People may be aware of this without calling this God. But this is how the earliest New Testament writer, St. Paul, thought of the God of Jesus Christ, along with his early followers. They identified this God as the all-inclusive reality, empowering everything that happens all-inclusively, radically embodying this all-inclusive empowering through the humanly all-inclusive life of Jesus Christ:
“For us there is one God, the Father, from whom are all things and for whom we exist, and one Lord, Jesus Christ, through whom are all things and through whom we exist” (1 Corinthians 8:6). “From God, through God, and in God are all things” (Romans 11:36). “God is above all and through all and in all” (Ephesians 4:6). “In God we live and move and have our being” (Acts 17:28). “In Jesus Christ all the Fullness was pleased to dwell, and through him to reconcile to himself all things … whether on earth or in heaven” (Colossians 1:19-20).
This too is how I identify the God of Jesus Christ, and how I experience God. (However, I regard God as all-inclusively empowering, but not as all-controlling—a nuance that St. Paul and his earlier followers seem not to have considered.)
When I am open to this empowering (that’s faith), I experience it as grace and love.
When I am closed or resistant to it, I experience it as judgment.
When I sacramentally participate in the continuing story of Jesus’ overcoming death-dealing hatred through unquenchable and all-reconciling love, my opening to this empowering is renewed, deepened and strengthened.

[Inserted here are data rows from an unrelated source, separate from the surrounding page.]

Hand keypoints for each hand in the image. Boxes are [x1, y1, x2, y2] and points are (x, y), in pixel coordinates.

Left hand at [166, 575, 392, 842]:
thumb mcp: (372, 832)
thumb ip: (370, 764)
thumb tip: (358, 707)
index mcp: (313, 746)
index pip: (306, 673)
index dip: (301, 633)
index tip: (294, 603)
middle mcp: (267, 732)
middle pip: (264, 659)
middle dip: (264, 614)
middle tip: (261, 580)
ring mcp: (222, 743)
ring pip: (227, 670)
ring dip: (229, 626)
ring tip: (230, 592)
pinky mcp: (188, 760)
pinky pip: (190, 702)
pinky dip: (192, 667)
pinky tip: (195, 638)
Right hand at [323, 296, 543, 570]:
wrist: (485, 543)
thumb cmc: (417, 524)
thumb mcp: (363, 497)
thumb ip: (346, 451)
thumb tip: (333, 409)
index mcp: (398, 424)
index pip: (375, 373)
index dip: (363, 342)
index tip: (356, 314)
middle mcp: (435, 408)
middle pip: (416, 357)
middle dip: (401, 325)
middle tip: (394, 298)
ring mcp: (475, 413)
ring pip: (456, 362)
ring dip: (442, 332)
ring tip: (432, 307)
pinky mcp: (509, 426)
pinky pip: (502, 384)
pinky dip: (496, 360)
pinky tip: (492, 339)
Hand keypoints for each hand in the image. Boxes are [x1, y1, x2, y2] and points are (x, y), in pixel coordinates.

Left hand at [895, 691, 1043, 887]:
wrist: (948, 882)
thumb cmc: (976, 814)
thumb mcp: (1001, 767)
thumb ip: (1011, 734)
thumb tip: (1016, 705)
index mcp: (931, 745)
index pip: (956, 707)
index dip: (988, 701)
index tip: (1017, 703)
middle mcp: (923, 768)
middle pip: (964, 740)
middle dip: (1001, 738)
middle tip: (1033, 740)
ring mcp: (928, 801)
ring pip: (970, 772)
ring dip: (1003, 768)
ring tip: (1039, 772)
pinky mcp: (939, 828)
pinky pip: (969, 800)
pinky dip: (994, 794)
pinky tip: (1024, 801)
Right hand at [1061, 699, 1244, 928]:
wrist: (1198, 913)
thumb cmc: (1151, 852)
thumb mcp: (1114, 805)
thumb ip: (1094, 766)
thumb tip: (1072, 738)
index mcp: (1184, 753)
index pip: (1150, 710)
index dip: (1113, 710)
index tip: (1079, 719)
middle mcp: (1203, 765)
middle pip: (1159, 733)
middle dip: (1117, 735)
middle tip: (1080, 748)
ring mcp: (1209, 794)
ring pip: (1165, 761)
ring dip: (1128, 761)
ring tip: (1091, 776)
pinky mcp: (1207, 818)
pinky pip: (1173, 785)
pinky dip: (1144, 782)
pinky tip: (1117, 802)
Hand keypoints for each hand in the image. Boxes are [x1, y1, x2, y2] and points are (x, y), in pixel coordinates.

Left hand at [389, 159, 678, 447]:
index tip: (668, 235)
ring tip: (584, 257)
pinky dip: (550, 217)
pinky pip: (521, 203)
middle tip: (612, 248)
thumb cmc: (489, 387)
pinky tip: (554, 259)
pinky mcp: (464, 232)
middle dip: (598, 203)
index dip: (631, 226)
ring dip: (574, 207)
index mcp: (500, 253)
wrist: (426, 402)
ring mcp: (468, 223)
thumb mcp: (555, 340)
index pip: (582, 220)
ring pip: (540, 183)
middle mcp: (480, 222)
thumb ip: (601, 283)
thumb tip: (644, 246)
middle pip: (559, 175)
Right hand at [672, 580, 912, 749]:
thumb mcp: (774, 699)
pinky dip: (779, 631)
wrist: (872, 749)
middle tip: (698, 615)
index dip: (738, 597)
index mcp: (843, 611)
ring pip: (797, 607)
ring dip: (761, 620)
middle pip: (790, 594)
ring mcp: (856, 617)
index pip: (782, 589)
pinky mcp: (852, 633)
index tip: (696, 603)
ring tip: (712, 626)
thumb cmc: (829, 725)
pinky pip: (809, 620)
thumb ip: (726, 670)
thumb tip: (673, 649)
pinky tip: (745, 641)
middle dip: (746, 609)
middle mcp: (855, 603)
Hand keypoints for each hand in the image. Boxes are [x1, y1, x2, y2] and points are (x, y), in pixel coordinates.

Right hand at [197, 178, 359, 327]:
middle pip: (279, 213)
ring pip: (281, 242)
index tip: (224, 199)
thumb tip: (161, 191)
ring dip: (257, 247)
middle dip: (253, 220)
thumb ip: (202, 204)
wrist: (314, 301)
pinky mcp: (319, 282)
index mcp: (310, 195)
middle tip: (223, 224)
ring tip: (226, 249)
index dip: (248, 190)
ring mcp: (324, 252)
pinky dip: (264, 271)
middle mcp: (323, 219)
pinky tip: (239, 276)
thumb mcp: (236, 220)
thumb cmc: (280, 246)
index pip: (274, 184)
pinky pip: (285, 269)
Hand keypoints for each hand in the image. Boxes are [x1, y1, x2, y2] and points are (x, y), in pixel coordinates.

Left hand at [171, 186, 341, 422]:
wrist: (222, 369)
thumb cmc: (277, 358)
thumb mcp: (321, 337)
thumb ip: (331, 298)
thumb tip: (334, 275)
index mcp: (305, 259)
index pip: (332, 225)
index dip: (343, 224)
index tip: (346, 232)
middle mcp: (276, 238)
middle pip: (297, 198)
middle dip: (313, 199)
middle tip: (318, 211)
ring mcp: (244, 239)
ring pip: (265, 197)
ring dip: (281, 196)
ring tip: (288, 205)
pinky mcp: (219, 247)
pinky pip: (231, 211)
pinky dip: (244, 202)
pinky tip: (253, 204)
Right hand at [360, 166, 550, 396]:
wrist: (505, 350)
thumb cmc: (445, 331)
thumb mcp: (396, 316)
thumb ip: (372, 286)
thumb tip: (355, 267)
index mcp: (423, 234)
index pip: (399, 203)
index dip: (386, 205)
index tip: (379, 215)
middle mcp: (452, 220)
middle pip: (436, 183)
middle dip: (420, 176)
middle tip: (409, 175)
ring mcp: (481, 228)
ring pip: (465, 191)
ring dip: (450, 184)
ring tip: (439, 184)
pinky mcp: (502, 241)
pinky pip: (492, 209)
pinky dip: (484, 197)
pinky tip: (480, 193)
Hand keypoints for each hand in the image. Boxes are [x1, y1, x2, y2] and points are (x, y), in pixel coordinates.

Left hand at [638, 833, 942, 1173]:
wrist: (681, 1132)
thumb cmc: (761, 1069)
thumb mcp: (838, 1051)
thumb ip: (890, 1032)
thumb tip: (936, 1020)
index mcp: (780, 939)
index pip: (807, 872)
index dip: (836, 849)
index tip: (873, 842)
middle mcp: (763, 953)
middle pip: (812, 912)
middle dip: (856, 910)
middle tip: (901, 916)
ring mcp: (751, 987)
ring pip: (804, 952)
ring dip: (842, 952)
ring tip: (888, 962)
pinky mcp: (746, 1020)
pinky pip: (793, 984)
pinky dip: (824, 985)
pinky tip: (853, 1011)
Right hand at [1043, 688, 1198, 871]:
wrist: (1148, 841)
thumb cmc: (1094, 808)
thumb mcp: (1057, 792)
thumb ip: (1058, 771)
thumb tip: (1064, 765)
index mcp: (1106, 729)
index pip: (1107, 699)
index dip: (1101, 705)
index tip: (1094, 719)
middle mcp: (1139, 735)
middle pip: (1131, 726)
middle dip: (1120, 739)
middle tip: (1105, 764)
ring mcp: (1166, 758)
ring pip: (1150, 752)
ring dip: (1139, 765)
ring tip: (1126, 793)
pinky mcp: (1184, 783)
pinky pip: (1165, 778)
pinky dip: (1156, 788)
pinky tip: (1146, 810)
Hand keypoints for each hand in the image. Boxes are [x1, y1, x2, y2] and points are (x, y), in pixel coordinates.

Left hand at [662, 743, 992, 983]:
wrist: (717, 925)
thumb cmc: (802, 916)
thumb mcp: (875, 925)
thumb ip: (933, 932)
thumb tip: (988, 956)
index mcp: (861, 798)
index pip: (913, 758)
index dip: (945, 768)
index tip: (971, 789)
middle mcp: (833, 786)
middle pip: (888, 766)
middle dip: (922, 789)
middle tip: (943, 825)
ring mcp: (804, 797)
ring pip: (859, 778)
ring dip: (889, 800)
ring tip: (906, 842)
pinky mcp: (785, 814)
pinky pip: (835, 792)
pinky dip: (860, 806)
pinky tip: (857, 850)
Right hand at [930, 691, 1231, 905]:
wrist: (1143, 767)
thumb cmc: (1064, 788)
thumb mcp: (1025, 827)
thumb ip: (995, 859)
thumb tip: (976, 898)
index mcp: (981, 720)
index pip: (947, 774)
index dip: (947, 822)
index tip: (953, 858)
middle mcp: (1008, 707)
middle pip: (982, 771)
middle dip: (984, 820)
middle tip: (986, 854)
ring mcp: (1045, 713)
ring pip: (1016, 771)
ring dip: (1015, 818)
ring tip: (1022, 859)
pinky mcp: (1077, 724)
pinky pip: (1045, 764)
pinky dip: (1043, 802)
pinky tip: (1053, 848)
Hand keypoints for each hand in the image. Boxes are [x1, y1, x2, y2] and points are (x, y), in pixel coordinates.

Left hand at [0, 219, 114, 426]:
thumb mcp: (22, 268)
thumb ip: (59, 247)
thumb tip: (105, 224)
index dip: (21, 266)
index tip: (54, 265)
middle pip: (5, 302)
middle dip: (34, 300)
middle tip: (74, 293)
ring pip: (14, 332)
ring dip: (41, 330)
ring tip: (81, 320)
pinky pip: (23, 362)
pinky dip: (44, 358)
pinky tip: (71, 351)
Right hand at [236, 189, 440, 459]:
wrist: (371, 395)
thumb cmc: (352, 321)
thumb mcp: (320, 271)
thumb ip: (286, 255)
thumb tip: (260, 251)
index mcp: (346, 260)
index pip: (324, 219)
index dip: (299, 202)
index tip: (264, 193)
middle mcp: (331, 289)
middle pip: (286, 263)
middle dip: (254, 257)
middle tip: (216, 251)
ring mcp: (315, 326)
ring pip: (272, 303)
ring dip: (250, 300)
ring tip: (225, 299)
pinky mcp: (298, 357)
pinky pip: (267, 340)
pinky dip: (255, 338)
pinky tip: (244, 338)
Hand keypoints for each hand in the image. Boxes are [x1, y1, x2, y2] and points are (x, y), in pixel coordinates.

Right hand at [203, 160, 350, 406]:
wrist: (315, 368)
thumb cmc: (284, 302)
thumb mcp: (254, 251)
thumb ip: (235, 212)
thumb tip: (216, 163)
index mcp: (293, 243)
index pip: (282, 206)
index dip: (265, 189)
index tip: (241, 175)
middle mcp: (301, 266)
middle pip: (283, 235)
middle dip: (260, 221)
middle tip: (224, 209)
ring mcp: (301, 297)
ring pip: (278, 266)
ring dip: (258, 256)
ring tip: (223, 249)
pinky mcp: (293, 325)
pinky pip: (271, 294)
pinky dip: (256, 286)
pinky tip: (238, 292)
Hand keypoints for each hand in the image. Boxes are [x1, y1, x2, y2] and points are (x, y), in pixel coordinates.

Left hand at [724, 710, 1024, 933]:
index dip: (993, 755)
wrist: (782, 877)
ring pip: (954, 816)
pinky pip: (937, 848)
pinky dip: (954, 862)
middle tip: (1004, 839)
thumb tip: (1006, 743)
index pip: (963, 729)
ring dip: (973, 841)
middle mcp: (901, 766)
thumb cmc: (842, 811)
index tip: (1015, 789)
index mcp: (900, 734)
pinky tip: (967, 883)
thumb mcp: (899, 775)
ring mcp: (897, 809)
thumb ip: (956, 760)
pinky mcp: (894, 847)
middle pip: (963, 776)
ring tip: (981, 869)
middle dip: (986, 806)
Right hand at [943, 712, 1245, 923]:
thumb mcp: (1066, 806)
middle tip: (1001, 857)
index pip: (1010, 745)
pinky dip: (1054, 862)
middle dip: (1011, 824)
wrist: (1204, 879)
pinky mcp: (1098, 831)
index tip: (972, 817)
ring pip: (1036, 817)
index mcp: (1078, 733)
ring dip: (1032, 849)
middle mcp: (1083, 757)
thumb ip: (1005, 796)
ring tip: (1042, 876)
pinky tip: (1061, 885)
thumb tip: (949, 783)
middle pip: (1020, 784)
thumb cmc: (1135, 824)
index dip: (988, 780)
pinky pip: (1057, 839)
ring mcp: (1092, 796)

Nothing I have learned about myself and my surroundings through the natural sciences threatens my opening to this all-inclusive empowering of all-inclusive reality.
Nothing I have learned about how the continuing story of Jesus may first have been told and retold threatens its power to renew, deepen and strengthen my opening to this empowering when I participate in this story.
When others call this opening unreasonable or downright stupid, I smile.
When others say that I have reinvented my concept of God to suit my 21st-century sensibilities, I point to St. Paul and his early followers, and smile again.